Human brain activity predicts individual differences in prior knowledge use during decisions.

Studies by cognitive psychologists, psychophysicists, neuroscientists, and economists provide ample evidence that humans use prior knowledge to bias decisions adaptively. In this study, we sought to locate and investigate the brain areas mediating this behavior. Participants viewed ambiguous abstract shapes and decided whether a shape was of Category A (smoother) or B (bumpier). The decision was made in the context of one of two prior knowledge cues, 80/20 and 50/50. The 80/20 cue indicated that upcoming shapes had an 80% probability of being of one category, for example, B, and a 20% probability of being of the other. The 50/50 cue indicated that upcoming shapes had an equal probability of being of either category. The shift in bias produced by the 80/20 cue relative to the 50/50 cue was of the predicted sign for every subject but varied in magnitude. We searched for brain regions in which activity changes correlated with the extent of the bias shift; these were dorsolateral pFC (middle frontal gyrus), inferior frontal junction, anterior insula, inferior parietal lobule, intraparietal sulcus, head of the caudate, posterior cingulate cortex, and fusiform gyrus. The findings indicate that an individual's brain activity in these regions reflects the extent to which that individual makes use of prior knowledge to bias decisions. We also created within-ROI tuning curves by binning the shape curvature levels and plotting brain activity levels at each of the nine bins. In the fronto-parietal and anterior insula ROIs, the tuning curves peaked at targets contraindicated by the prior knowledge cue (e.g., Category B targets if the 80/20 cue meant 20% probability B). The increased activity in these regions likely indicates a no-go response when sufficient perceptual evidence favored the alternative contraindicated by the 80/20 cue.

Persistency of priors-induced bias in decision behavior and the FMRI signal.

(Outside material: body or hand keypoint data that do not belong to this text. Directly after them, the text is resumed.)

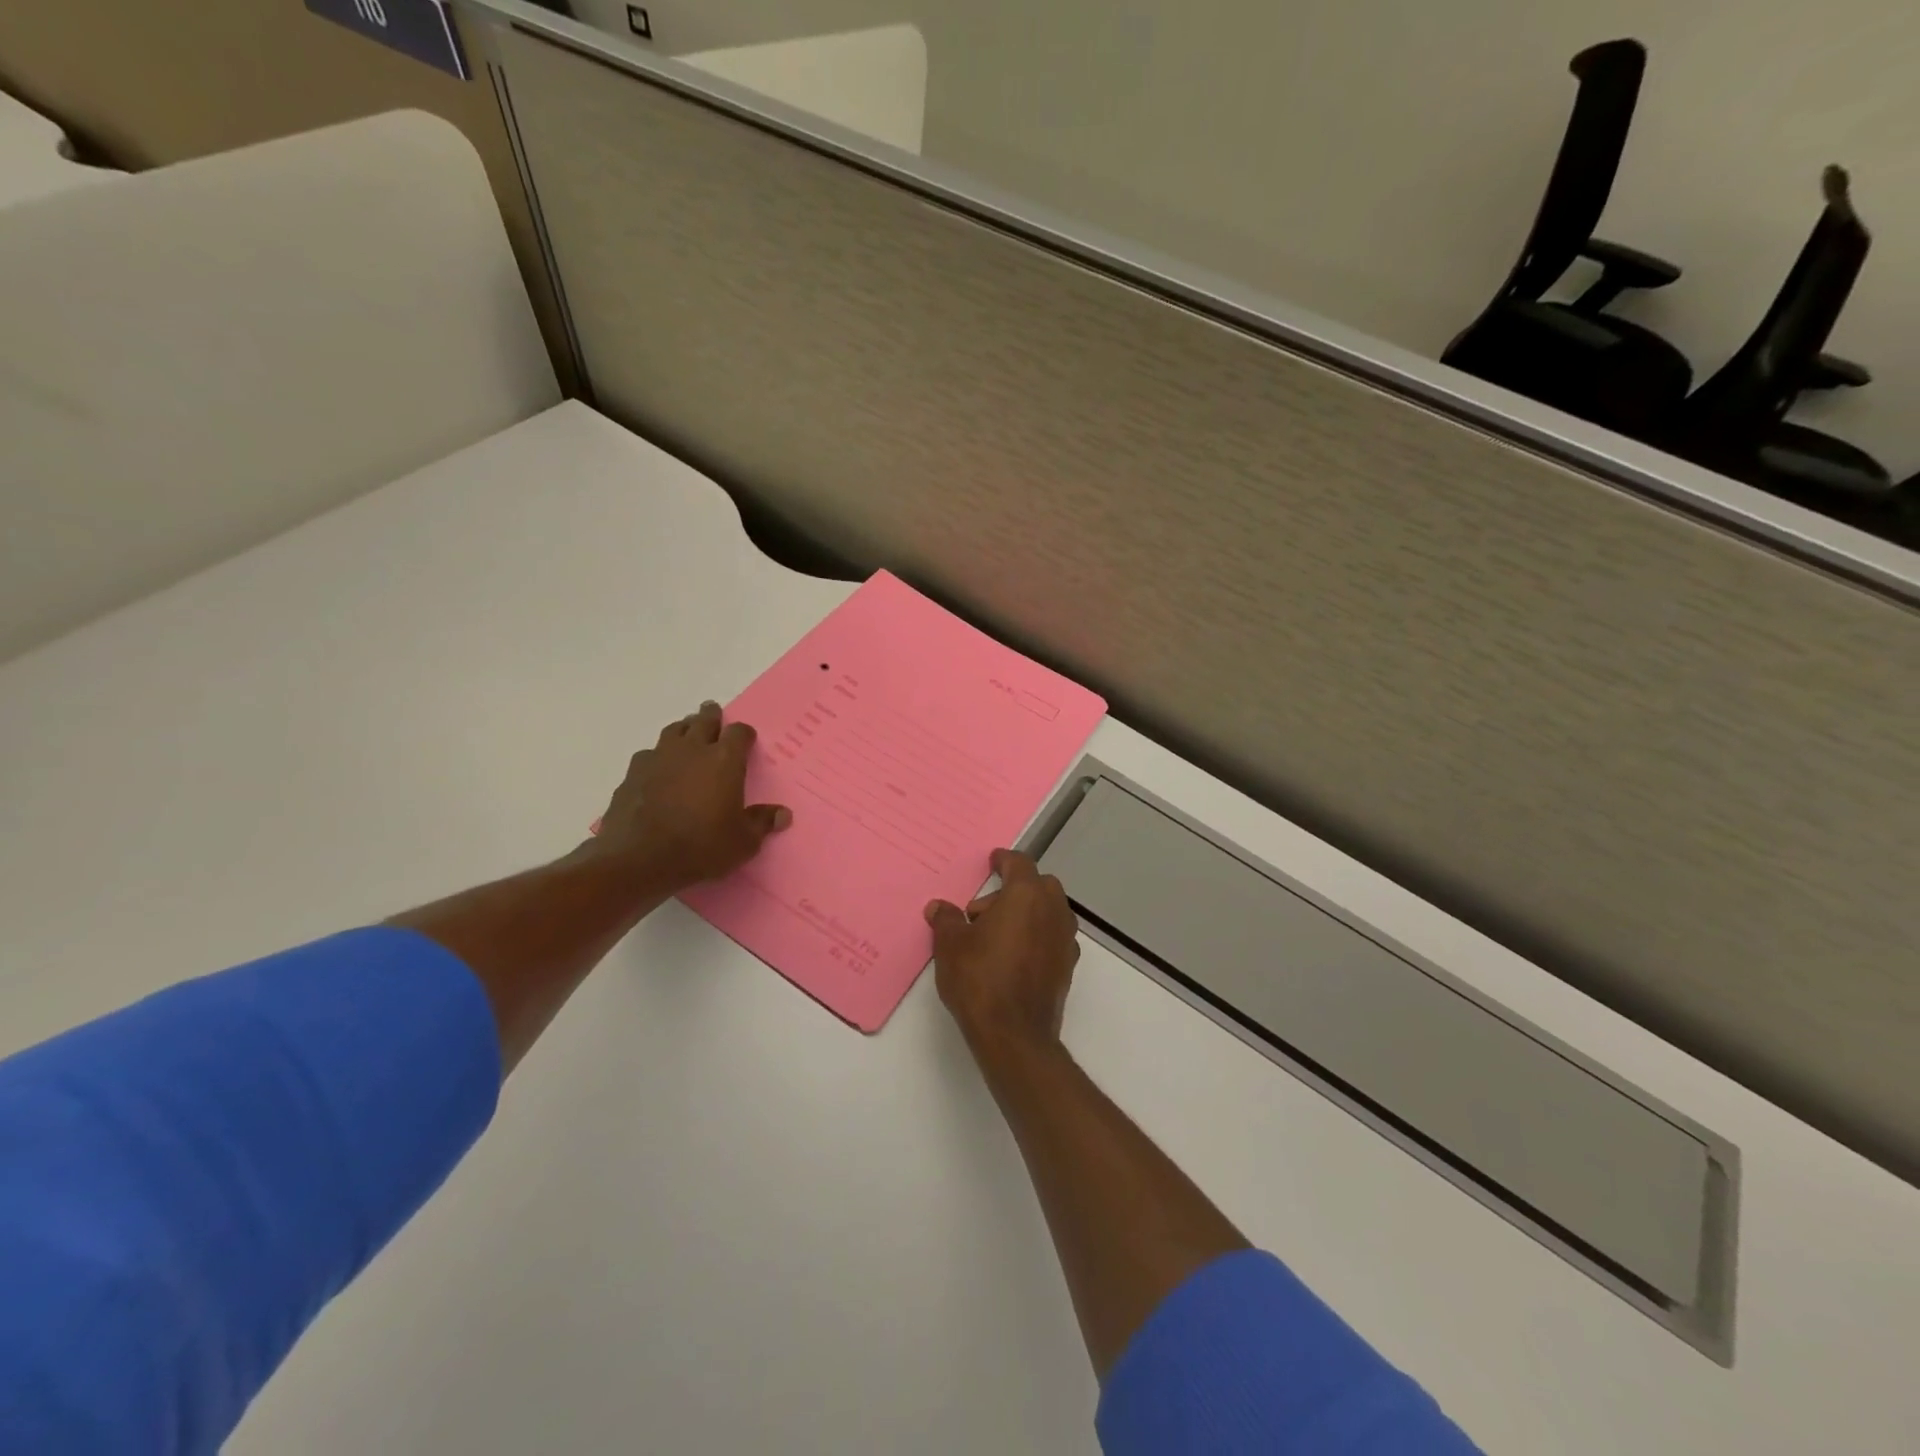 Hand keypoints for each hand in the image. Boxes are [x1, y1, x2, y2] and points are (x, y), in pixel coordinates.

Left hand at [596, 702, 791, 890]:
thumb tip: (784, 814)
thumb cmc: (702, 847)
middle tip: (713, 713)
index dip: (744, 734)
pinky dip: (657, 756)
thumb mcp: (743, 842)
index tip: (747, 739)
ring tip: (687, 734)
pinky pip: (649, 754)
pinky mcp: (632, 774)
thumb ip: (762, 823)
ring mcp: (658, 758)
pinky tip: (658, 769)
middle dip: (711, 716)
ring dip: (684, 730)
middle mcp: (692, 750)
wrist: (641, 859)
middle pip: (703, 720)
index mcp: (724, 761)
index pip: (738, 732)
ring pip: (674, 731)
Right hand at [925, 849, 1079, 1063]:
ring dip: (1026, 914)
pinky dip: (1035, 936)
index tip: (993, 861)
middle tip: (982, 912)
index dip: (1004, 860)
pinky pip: (1052, 937)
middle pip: (1039, 886)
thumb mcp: (951, 945)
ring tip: (993, 936)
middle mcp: (1053, 911)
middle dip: (1013, 890)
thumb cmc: (980, 978)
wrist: (1014, 1034)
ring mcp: (1065, 940)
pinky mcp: (1067, 966)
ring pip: (1048, 912)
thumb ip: (946, 920)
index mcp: (1027, 895)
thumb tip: (939, 907)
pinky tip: (1012, 956)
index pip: (1019, 864) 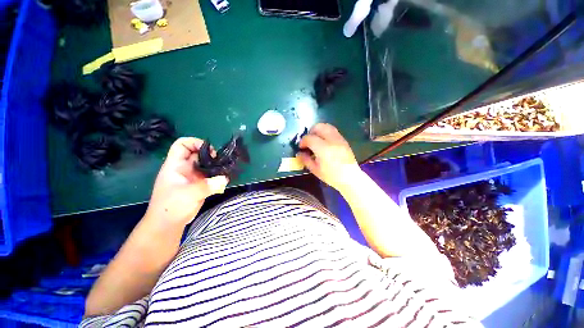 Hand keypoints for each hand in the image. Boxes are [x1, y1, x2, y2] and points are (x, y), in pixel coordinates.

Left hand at [144, 138, 228, 226]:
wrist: (169, 224)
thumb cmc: (170, 207)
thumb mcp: (188, 194)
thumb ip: (206, 186)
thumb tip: (225, 178)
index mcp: (176, 165)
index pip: (182, 145)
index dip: (195, 143)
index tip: (210, 151)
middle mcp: (185, 168)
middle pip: (198, 153)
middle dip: (211, 155)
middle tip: (221, 161)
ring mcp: (193, 176)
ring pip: (207, 164)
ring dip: (217, 166)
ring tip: (226, 170)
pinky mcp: (200, 184)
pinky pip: (211, 175)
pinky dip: (218, 176)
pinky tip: (224, 180)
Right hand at [297, 123, 361, 191]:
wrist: (350, 178)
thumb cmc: (331, 176)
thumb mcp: (315, 170)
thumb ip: (306, 159)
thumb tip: (300, 153)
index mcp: (323, 148)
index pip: (309, 138)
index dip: (303, 141)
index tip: (301, 147)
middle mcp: (331, 140)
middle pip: (319, 127)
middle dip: (311, 132)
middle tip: (308, 140)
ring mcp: (339, 139)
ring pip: (327, 126)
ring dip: (319, 130)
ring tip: (316, 140)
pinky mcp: (344, 140)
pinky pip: (333, 131)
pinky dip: (326, 133)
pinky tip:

It is well known that people take advantage of prior knowledge to bias decisions. To investigate this phenomenon behaviorally and in the brain, we acquired fMRI data while human subjects viewed ambiguous abstract shapes and decided whether a shape was of Category A (smoother) or B (bumpier). The decision was made in the context of one of two prior knowledge cues, 80/20 and 50/50. The 80/20 cue indicated that upcoming shapes had an 80% probability of being of one category, e.g., B, and a 20% probability of being of the other. The 50/50 cue indicated that upcoming shapes had an equal probability of being of either category. The ideal observer would bias decisions in favor of the indicated alternative at 80/20 and show zero bias at 50/50. We found that subjects did bias their decisions in the predicted direction at 80/20 but did not show zero bias at 50/50. Instead, at 50/50 the subjects retained biases of the same sign as their 80/20 biases, though of diminished magnitude. The signature of a persistent though diminished bias at 50/50 was also evident in fMRI data from frontal and parietal regions previously implicated in decision-making. As a control, we acquired fMRI data from naïve subjects who experienced only the 50/50 stimulus distributions during both the pre-scan training and the fMRI experiment. The behavioral and fMRI data from the naïve subjects reflected decision biases closer to those of the ideal observer than those of the prior knowledge subjects at 50/50. The results indicate that practice making decisions in the context of non-equal prior probabilities biases decisions made later when prior probabilities are equal. This finding may be related to the "anchoring and adjustment" strategy described in the psychology, economics, and marketing literatures, in which subjects adjust a first approximation response - the "anchor" - based on additional information, typically applying insufficient adjustment relative to the ideal observer.